===== Data in this exercise

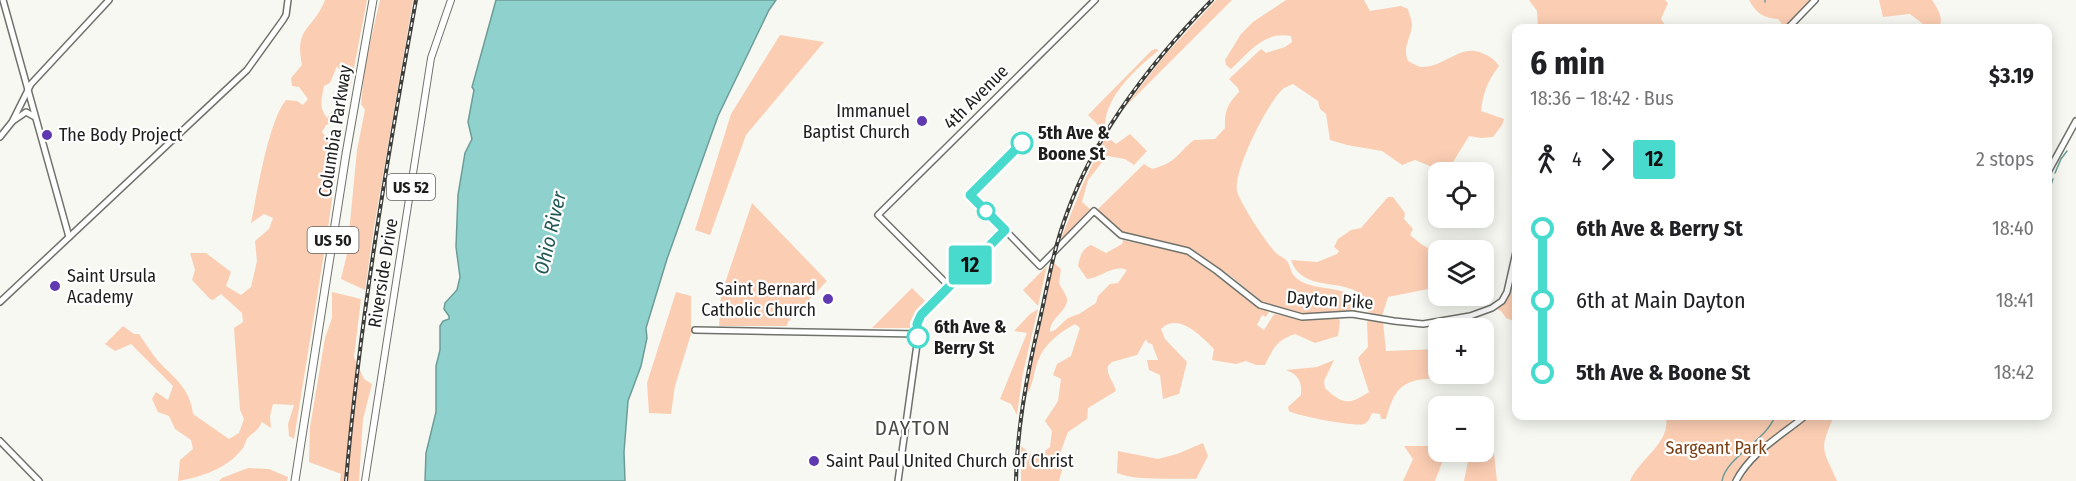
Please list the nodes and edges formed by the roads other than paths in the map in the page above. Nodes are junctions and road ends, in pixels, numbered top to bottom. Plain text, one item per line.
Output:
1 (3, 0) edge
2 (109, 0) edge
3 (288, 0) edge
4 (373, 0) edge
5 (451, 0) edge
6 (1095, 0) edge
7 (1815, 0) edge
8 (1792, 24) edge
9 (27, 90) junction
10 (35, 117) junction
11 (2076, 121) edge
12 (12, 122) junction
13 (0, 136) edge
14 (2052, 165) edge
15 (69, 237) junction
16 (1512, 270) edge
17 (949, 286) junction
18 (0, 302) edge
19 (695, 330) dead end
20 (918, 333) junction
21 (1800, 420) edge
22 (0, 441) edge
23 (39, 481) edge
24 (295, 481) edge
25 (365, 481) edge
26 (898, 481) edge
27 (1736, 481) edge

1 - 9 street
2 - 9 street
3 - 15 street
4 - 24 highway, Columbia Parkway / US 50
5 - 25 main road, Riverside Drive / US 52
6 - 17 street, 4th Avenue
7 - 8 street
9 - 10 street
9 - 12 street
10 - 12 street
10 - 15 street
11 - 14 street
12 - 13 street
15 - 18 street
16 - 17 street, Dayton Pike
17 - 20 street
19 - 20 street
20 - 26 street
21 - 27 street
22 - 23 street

==========

**Requirement**:
Output the entries above verbatim. Omit the images.

**Result below**:
Please list the nodes and edges formed by the roads other than paths in the map in the page above. Nodes are junctions and road ends, in pixels, numbered top to bottom. Plain text, one item per line.
Output:
1 (3, 0) edge
2 (109, 0) edge
3 (288, 0) edge
4 (373, 0) edge
5 (451, 0) edge
6 (1095, 0) edge
7 (1815, 0) edge
8 (1792, 24) edge
9 (27, 90) junction
10 (35, 117) junction
11 (2076, 121) edge
12 (12, 122) junction
13 (0, 136) edge
14 (2052, 165) edge
15 (69, 237) junction
16 (1512, 270) edge
17 (949, 286) junction
18 (0, 302) edge
19 (695, 330) dead end
20 (918, 333) junction
21 (1800, 420) edge
22 (0, 441) edge
23 (39, 481) edge
24 (295, 481) edge
25 (365, 481) edge
26 (898, 481) edge
27 (1736, 481) edge

1 - 9 street
2 - 9 street
3 - 15 street
4 - 24 highway, Columbia Parkway / US 50
5 - 25 main road, Riverside Drive / US 52
6 - 17 street, 4th Avenue
7 - 8 street
9 - 10 street
9 - 12 street
10 - 12 street
10 - 15 street
11 - 14 street
12 - 13 street
15 - 18 street
16 - 17 street, Dayton Pike
17 - 20 street
19 - 20 street
20 - 26 street
21 - 27 street
22 - 23 street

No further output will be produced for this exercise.